(© Simon Frey)

Violons Barbares, made up of two violinists – a Mongolian and a Bulgarian – and a French percussionist, are not your normal world music trio. “We walk around carrying an ancient violin and with an iPod plugged into our ears.”

Violons Barbares brings together two violinists, the Mongolian Dandarvaanchig Enkhjargal, who plays the morin khoor, a two-string violin with a carved horse’s head, and the Bulgarian Dimitar Gougov, who plays the gadulka, which has three melodic and eleven sympathetic strings.

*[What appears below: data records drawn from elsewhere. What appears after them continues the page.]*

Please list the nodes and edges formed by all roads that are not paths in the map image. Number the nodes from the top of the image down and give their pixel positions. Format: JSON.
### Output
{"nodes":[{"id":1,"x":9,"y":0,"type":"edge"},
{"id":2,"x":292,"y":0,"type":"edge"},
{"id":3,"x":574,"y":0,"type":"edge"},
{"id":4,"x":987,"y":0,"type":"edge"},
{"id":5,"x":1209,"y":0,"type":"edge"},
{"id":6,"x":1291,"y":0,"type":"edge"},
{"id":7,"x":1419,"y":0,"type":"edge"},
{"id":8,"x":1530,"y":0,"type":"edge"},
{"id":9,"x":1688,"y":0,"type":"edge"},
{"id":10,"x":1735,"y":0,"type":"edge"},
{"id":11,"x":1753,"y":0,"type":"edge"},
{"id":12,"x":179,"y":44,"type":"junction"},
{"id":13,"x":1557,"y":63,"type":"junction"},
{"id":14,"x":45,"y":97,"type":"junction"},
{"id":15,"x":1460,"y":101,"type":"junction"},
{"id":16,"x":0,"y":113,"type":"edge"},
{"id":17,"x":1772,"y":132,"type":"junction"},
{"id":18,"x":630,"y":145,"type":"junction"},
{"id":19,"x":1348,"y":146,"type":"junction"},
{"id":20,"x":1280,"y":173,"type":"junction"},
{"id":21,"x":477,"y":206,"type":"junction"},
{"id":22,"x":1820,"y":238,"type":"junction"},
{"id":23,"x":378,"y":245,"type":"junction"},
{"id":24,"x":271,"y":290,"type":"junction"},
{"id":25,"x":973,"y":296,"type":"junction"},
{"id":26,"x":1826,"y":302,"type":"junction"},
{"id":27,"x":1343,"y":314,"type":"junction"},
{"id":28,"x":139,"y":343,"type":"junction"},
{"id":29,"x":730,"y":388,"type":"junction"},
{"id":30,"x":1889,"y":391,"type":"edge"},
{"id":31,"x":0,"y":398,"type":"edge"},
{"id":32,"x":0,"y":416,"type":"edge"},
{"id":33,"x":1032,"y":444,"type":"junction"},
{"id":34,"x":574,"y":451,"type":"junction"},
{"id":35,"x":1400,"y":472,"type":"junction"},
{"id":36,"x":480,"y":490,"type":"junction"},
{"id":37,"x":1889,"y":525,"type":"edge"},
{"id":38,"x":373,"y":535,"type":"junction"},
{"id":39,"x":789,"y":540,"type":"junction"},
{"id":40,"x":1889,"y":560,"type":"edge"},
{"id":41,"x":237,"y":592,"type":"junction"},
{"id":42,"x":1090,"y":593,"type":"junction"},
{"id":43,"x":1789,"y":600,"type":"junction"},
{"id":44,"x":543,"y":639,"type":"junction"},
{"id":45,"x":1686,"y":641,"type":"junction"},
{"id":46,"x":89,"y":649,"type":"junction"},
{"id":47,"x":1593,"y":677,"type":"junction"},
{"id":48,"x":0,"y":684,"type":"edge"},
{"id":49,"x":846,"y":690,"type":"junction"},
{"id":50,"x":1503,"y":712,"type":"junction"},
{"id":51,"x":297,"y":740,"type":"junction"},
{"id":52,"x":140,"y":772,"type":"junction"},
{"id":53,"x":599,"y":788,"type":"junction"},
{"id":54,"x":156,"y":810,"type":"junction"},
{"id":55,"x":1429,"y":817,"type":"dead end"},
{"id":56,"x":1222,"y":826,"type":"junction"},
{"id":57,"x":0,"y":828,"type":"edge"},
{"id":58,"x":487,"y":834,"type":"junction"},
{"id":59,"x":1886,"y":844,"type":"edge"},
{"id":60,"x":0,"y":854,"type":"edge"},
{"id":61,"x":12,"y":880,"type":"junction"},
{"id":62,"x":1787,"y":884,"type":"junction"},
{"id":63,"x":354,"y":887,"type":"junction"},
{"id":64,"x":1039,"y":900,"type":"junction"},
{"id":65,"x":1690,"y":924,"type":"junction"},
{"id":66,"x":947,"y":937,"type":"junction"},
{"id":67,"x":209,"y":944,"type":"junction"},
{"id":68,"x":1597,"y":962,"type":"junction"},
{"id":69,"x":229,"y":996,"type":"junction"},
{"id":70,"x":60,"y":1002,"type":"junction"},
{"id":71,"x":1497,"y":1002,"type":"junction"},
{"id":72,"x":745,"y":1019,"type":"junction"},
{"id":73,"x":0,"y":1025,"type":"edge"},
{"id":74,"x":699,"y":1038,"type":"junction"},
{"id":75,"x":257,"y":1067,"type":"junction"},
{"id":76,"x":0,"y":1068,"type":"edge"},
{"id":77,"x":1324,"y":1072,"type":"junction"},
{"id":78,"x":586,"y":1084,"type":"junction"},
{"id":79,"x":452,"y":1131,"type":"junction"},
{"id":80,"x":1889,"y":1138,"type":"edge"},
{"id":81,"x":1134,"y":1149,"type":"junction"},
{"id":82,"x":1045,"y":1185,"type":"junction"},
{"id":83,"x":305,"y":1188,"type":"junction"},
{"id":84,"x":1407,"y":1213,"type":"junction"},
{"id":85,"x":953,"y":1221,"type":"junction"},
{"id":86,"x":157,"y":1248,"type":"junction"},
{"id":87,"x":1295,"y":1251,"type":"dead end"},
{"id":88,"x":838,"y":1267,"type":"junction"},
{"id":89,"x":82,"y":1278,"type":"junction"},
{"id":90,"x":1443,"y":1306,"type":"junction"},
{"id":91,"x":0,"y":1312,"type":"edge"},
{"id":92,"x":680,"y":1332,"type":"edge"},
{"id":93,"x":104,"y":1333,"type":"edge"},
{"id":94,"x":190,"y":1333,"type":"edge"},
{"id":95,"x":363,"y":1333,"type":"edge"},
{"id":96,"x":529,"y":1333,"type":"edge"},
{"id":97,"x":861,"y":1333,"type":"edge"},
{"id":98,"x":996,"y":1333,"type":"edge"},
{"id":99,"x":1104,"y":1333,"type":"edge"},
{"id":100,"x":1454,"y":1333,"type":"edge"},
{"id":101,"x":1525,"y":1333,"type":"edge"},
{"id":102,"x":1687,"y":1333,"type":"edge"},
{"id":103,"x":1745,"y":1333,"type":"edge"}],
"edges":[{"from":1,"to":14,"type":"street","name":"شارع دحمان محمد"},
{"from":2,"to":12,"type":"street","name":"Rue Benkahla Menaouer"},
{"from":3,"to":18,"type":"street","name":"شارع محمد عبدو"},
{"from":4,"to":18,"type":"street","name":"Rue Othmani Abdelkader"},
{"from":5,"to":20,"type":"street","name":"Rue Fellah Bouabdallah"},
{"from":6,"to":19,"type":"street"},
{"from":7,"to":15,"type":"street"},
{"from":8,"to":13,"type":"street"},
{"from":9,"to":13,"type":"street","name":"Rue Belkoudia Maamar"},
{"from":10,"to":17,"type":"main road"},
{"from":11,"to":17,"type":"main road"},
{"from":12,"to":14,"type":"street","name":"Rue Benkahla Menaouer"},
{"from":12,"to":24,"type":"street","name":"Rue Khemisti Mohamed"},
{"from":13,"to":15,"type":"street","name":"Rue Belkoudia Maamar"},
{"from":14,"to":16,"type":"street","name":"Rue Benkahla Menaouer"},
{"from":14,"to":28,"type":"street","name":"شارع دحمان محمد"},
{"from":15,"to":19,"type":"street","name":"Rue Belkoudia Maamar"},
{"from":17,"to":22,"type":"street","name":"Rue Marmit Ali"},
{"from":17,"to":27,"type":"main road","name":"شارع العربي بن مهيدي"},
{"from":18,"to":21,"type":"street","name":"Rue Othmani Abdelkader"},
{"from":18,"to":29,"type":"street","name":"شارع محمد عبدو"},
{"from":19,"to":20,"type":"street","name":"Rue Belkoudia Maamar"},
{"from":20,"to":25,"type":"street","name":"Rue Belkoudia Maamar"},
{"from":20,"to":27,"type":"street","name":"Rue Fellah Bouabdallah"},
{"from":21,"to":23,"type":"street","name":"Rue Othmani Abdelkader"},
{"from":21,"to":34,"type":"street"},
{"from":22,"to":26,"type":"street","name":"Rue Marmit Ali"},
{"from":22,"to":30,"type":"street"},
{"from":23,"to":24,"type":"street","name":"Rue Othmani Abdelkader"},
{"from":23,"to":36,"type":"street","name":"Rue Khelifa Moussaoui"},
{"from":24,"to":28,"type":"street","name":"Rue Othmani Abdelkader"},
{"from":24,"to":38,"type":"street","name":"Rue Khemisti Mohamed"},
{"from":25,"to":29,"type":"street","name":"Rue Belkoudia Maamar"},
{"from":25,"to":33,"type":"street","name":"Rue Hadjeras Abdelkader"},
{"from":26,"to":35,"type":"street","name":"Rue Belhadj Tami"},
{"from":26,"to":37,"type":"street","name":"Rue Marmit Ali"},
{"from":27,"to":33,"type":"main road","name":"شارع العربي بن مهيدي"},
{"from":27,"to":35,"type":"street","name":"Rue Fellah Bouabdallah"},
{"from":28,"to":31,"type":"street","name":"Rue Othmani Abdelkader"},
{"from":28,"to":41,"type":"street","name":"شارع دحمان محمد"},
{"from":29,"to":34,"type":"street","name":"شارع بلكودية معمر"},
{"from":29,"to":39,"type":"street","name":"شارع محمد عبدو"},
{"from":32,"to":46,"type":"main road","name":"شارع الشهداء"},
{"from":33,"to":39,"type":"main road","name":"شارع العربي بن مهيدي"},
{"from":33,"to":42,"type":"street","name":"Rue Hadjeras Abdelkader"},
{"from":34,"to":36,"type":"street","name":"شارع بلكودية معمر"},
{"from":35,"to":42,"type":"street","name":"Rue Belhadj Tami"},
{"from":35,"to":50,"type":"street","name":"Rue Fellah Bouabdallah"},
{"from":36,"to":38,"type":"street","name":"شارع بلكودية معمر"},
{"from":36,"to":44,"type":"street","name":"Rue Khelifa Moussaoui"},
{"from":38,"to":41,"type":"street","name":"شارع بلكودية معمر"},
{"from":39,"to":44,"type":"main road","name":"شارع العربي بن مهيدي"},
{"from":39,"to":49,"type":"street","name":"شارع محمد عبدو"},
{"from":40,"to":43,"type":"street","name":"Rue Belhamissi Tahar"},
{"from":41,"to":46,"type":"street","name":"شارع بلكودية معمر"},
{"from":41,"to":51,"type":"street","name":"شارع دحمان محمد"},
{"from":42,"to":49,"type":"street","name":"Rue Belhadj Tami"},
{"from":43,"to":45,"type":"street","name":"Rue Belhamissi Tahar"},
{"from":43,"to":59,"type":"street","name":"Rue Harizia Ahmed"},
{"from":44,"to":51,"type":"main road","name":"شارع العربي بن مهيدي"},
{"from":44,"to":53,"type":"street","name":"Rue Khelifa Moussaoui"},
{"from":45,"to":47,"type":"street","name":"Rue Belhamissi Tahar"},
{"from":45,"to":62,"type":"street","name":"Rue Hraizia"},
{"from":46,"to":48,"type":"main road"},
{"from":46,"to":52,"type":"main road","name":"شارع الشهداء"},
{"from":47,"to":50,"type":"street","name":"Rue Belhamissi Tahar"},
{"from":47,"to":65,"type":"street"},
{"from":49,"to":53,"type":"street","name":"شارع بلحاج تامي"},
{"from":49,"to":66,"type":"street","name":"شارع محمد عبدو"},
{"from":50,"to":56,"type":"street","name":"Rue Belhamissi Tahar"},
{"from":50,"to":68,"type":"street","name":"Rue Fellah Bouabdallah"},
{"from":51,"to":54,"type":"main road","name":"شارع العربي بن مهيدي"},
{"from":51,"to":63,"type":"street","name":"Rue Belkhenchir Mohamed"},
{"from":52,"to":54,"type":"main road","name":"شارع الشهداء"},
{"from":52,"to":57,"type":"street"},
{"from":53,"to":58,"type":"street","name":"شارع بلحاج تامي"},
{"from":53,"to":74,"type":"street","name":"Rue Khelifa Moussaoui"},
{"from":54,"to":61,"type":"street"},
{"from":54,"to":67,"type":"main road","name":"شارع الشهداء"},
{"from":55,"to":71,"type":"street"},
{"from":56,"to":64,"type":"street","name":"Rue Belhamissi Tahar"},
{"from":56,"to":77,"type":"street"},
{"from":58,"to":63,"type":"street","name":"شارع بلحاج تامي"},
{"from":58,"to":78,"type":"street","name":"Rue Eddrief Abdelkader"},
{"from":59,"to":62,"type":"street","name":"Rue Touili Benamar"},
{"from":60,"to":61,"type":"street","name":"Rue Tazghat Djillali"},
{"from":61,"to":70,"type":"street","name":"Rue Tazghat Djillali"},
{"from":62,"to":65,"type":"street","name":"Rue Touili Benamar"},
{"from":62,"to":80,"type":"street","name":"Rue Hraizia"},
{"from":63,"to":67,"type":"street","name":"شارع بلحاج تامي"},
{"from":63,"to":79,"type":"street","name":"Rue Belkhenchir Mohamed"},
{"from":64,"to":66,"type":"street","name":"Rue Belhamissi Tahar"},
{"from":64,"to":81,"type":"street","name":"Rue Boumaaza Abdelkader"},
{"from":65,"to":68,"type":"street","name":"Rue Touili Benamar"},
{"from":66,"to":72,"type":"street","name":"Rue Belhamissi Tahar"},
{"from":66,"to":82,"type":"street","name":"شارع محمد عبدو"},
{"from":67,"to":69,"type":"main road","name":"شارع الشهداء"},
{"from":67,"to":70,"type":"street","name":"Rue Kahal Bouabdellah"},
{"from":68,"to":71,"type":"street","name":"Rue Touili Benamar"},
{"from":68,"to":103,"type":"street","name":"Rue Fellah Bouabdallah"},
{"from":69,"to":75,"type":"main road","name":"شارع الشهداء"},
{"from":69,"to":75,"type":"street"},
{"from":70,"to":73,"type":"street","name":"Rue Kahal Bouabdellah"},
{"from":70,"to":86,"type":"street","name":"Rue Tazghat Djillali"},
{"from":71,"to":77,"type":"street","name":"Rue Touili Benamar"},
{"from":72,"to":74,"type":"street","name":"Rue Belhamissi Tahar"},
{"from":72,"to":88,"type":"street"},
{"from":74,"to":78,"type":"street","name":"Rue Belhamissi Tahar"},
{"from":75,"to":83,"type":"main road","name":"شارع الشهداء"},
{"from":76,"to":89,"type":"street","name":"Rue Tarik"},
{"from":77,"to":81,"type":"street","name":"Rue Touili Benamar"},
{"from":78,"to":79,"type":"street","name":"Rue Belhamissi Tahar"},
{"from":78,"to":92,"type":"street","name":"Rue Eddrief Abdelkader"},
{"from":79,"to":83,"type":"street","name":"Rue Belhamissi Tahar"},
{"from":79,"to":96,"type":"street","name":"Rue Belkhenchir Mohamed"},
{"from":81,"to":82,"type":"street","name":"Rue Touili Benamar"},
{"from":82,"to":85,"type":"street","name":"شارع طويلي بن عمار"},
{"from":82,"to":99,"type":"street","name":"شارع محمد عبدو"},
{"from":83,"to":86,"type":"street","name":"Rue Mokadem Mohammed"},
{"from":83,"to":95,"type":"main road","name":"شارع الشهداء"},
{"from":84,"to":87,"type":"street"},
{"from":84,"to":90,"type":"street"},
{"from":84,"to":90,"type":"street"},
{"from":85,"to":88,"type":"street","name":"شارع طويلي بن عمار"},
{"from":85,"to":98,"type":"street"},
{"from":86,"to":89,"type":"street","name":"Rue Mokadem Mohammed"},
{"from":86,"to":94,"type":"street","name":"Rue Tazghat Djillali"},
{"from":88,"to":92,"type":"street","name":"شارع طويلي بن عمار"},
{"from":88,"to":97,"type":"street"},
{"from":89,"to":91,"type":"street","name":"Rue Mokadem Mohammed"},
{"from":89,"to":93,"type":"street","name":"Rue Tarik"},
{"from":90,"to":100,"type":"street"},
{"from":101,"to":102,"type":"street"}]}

Tell me: how can a violin be barbarian?
Dimitar Gougov:
Because, originally, the Bulgarians were regarded as barbarians by the Greeks. And the Mongols were even more barbarian! [laughter] Before it became the refined instrument of classical music that we know today, the violin was “barbarian”. The classical violin has only existed for four centuries, since it was adopted by the opera in Italy.
It is fascinating to see how the same kind of instrument with bowed or stroked strings has developed independently in various corners of the world.
Gougov:
There are actually lots of cultures that have instruments with one, two, or three strings vibrated by a bow. The instrument is believed to have come from Asia and to have spread from there in every direction. The first representations in Europe date from the tenth century.

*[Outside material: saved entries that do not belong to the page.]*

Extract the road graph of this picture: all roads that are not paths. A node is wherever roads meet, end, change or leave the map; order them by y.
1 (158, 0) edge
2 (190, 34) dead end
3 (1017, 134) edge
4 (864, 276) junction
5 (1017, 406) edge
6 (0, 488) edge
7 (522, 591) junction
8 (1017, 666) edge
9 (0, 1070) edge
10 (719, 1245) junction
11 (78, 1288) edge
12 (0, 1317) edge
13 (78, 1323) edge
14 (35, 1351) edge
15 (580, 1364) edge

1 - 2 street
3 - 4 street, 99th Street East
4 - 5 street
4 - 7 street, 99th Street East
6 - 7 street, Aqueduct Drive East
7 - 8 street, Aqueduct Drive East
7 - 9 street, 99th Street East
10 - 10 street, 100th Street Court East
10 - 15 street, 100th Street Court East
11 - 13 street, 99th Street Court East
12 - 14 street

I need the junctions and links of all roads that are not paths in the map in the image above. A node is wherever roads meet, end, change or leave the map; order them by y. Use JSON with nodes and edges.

How do a Bulgarian, a Mongolian, and a Frenchman meet up to form a group?
Gougov:
I met Dandarvaanchig in Germany. We were invited for a project focusing on the Silk Road, six years ago. There was a Mongolian, a Chinese, an Indian, a Turk, a Bulgarian, and a French musician. I got to know the morin khoor, a very basic instrument with two strings that makes quite a deep sound. As the gadulka is more high-pitched, the two instruments complement each other well and their tuning is almost identical. Dandarvaanchig’s diphonic (throat) singing, moreover, is quite astonishing. But there is more to the group than that: the percussionist also participates in creating the music. We ask him to play certain rhythms
and he proposes melodies by singing.
How would you describe your music? Folk and at the same time contemporary…
Gougov:
No, it’s not folk at all. When someone talks about folklore, you picture traditional costumes out of museums and round dances. What we do is rock ‘n’ roll! We don’t have any traditional costumes, except for the Mongolian, who likes to put on his traditional fluorescent green outfit to dazzle your eyes! [laughter] Maybe the historic baggage of our instruments means that we necessarily carry the tradition within us. It is our starting point, from which we explore other horizons.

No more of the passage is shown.